Un'altra decisione ha ammesso anche per i chiamati ulteriori la possibilità di effettuare un'accettazione anche tacita, in pendenza del termine di accettazione dell'eredità per i primi chiamati, sancendo che "in tema di successioni legittime, qualora sussista una pluralità di designati a succedere in ordine successivo, si realizza una delazione simultanea a favore dei primi chiamati e dei chiamati ulteriori, con la conseguenza che questi ultimi, in pendenza del termine di accettazione dell'eredità dei primi chiamati, sono abilitati ad effettuare una accettazione, anche tacita, dell'eredità".[19].
5. I legittimati all'accettazione
Ai sensi degli artt. 320, 3° co., e 374, n. 3, c.c., previa autorizzazione giudiziale, l'accettazione dell'eredità può essere effettuata anche dal rappresentante legale.
Per la rappresentanza volontaria è necessaria una procura speciale ad hoc, oppure una procura generale con l'espressa indicazione del potere di accettare eredità, ex art. 1708, 2° co., c.c. poiché atto che eccede l'ordinaria amministrazione.
Non è ammissibile la c.d. rappresentanza indiretta, ovvero la possibilità di accettare nell'interesse di altri, ma in nome proprio.

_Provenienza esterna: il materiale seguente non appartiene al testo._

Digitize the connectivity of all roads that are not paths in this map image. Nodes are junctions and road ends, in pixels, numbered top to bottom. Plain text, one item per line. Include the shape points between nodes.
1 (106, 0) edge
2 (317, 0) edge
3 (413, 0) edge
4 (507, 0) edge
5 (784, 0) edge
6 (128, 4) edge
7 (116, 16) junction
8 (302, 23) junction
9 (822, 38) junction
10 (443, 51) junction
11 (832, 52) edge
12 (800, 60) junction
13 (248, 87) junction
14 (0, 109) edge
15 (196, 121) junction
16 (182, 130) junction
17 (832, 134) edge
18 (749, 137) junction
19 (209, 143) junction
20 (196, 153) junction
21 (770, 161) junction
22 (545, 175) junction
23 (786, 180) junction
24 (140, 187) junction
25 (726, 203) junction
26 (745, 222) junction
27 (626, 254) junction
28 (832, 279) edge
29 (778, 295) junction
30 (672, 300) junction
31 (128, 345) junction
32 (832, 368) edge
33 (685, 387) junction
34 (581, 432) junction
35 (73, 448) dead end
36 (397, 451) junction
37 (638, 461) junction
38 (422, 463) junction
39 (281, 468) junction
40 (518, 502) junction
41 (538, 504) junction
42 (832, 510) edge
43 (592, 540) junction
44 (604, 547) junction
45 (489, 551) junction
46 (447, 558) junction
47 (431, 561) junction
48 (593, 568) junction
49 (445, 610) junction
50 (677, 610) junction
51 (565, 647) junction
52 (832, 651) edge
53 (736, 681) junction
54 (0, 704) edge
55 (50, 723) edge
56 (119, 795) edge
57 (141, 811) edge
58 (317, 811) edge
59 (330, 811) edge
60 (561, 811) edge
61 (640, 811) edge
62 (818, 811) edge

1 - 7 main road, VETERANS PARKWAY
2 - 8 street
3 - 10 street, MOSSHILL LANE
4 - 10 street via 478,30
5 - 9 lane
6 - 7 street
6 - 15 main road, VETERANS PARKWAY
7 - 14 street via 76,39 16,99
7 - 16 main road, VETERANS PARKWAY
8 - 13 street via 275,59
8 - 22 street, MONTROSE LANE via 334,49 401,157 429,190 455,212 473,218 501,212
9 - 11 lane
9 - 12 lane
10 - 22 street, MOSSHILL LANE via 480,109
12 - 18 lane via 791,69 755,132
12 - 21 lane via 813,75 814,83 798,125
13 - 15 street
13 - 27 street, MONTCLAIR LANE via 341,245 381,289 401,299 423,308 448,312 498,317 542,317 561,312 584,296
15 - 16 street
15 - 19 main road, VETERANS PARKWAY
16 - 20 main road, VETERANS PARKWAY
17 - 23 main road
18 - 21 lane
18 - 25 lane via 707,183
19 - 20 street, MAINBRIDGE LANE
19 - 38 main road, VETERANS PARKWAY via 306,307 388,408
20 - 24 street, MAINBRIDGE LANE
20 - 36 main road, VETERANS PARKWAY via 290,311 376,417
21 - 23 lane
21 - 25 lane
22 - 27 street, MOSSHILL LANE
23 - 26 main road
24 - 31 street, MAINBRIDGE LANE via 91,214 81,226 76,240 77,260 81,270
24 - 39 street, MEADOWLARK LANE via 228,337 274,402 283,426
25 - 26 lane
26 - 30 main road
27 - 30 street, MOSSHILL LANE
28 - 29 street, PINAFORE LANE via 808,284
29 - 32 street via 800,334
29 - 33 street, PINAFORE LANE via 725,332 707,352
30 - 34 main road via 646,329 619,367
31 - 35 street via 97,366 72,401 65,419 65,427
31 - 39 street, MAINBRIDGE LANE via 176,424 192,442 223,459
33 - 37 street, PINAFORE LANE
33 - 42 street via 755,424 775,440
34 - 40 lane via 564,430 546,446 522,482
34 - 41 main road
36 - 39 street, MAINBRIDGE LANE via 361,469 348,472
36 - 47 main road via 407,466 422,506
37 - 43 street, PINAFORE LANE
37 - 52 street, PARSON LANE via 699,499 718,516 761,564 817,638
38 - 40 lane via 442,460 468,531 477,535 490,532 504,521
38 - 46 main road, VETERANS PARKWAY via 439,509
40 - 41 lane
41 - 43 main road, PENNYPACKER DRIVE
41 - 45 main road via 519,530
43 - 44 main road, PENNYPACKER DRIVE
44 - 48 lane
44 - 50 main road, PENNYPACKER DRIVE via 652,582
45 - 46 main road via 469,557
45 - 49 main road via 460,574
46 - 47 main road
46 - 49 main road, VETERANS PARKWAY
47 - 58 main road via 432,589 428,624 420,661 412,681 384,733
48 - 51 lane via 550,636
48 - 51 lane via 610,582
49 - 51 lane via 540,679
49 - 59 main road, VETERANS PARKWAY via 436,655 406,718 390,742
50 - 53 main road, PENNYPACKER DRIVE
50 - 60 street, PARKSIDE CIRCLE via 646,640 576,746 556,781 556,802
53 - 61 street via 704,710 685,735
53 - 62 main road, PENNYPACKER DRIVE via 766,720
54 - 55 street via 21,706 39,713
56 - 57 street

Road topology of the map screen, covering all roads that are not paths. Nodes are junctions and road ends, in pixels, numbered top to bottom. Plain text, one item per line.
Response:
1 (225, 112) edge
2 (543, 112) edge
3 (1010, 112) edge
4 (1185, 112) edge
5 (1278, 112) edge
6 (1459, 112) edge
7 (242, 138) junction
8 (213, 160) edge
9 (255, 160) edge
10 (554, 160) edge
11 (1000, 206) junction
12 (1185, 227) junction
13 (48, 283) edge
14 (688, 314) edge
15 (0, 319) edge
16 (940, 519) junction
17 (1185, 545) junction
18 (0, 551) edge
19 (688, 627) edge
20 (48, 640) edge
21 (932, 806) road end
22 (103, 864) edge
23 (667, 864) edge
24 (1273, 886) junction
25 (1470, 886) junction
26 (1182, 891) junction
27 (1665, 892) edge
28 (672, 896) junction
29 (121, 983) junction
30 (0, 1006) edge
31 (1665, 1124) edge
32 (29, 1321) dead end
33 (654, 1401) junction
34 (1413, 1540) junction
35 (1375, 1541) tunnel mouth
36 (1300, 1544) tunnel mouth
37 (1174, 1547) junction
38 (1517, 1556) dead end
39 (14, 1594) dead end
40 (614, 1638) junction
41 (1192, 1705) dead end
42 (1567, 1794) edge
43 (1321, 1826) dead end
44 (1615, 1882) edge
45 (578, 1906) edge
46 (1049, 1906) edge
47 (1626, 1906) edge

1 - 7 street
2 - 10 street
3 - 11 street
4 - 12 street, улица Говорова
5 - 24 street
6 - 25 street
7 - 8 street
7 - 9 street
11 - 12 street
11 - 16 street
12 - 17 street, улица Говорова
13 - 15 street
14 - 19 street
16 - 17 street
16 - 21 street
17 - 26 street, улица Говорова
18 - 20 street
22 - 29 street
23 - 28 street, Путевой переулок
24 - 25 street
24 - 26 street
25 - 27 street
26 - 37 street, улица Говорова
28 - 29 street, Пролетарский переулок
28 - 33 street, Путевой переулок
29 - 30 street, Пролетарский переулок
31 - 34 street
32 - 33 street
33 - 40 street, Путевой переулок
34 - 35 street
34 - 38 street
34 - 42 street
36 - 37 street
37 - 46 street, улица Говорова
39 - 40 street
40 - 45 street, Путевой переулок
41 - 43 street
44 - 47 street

L'accettazione compiuta da un falsus procurator può essere ratificata dal chiamato entro il termine di prescrizione decennale e l'atto compiuto dal falsus procurator non interrompe la decorrenza della prescrizione; sul punto si deve tuttavia segnalare una sentenza della Cassazione di segno opposto, che ha affermato che "nell'ipotesi di accettazione di eredità realizzata da manifestazioni di volontà del falsus procurator, successivamente ratificate dal chiamato, la ratifica, per poter determinare acquisizione all'erede degli effetti dell'attività compiuta dal rappresentante senza poteri, deve intervenire entro il termine di prescrizione del diritto di accettare, peraltro decorrente, non già dalla data di apertura della successione, bensì dal momento in cui fu realizzato l'atto compiuto dal falsus procurator, di accettazione dell'eredità, valevole, di per sé, a determinare l'interruzione della prescrizione".[20]
Vi sono inoltre incertezze sul potere del negotiorum gestio di perfezionare l'accettazione dell'eredità: tali dubbi sono legati alla natura dell'istituto, ovvero se esso possa riguardare solo atti di amministrazione o anche di disposizione, e se quindi sia eventualmente necessaria una ratifica del chiamato per divenire erede.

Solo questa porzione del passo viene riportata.